Baird drew rein and looked back at the looming Mine Banks. Autumn had wielded a full brush, splashing the country with October colors, reds, warm-browns, yellows, rioting in gaudy pre-senile triumph over the resigned duns of field and pasture and the stately indifference of the never-changing cedars and pines. The bald iron-reddened forehead of the Banks, forever ferocious over man's vandalism, glared as angrily upon autumn's saturnalia as it had upon spring's tender eagerness.
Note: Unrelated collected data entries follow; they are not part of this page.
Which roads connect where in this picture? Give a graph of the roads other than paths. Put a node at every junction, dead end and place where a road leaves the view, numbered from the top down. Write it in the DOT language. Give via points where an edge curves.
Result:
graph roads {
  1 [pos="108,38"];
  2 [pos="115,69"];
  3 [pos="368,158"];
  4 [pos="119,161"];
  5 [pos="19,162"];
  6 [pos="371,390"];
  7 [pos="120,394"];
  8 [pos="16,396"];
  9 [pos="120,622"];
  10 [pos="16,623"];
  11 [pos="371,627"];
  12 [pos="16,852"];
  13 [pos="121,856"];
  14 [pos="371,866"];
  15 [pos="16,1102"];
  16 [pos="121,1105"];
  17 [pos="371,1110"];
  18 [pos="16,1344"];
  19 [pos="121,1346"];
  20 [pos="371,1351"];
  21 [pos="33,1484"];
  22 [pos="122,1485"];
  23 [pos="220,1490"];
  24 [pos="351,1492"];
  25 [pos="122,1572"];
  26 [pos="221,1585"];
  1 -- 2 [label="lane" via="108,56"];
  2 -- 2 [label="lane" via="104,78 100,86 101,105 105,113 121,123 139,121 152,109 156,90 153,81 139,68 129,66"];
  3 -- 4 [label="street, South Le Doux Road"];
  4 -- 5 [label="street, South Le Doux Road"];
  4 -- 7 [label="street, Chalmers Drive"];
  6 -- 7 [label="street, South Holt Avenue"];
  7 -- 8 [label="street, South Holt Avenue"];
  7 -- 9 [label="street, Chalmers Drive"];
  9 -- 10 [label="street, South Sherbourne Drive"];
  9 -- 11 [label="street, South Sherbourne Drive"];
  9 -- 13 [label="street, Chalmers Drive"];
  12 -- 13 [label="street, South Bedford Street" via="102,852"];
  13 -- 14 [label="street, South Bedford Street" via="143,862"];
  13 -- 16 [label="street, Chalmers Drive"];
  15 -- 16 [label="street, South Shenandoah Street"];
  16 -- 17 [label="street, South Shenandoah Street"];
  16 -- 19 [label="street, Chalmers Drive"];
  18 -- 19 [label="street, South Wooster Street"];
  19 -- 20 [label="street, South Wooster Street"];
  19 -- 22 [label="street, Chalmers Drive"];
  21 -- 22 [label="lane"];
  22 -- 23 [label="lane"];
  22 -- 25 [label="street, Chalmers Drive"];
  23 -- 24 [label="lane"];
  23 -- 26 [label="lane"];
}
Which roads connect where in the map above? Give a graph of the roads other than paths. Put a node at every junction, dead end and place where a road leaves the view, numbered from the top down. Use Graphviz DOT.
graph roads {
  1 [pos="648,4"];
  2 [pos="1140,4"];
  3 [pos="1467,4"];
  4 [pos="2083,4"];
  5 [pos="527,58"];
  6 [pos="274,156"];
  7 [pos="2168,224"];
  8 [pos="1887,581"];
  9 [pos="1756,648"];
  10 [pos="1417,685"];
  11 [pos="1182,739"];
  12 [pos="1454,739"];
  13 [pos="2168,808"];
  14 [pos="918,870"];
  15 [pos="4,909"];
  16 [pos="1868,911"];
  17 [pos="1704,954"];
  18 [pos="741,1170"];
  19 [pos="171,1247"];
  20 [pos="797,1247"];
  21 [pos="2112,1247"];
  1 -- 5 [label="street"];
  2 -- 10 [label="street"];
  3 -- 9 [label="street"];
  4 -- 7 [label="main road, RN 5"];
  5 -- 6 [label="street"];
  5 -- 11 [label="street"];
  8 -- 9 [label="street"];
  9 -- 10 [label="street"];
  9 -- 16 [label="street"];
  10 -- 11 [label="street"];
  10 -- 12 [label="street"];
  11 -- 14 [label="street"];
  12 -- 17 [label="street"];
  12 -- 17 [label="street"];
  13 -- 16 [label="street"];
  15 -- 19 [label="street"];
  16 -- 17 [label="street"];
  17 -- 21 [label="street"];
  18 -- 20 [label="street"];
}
The venturesome tendrils of wild-grape and Virginia creeper, tolerated by the evergreens, had not dared to wind themselves about the Banks' burning forehead, and, now, unlike the more courteous evergreens, it supported none of all this brilliant decay. Not even the sumac, inconsequent reveler, had planted its crimson torch upon the Banks' bald head; only the impalpable blue haze, like the courageous wind and the rain, the sun and the snow, ventured to touch it.

Baird's eyes traveled from the Mine Banks to the pastures, then to the brilliant semicircle of woodland that curtained the Penniman house. "If I go on with it," he repeated. He turned and faced Westmore; spoke to his horse and they moved on.

Nickolas Baird, who loved to fight and to conquer, owned himself beaten. He had kept his promise to Ann: he had gone west to Dempster and had worked indefatigably throughout July, August and September, and, now, in October, they were sending him to France.

Throughout the first two months, he had written frequently to Ann, long letters sometimes, a pretty complete self-expression. She had not answered; it had been a little like writing to the dead. Early in the summer, when terribly anxious over Ann's health, he had written to Coats Penniman, and had received a courteous but reserved reply: "Sue and I wish you well," Coats had written. "We have always thought highly of you. All I can say regarding Ann is that she is steadily improving in health. Yes, she has received your letters, for I have heard her speak of them. Cold comfort this had been to Baird."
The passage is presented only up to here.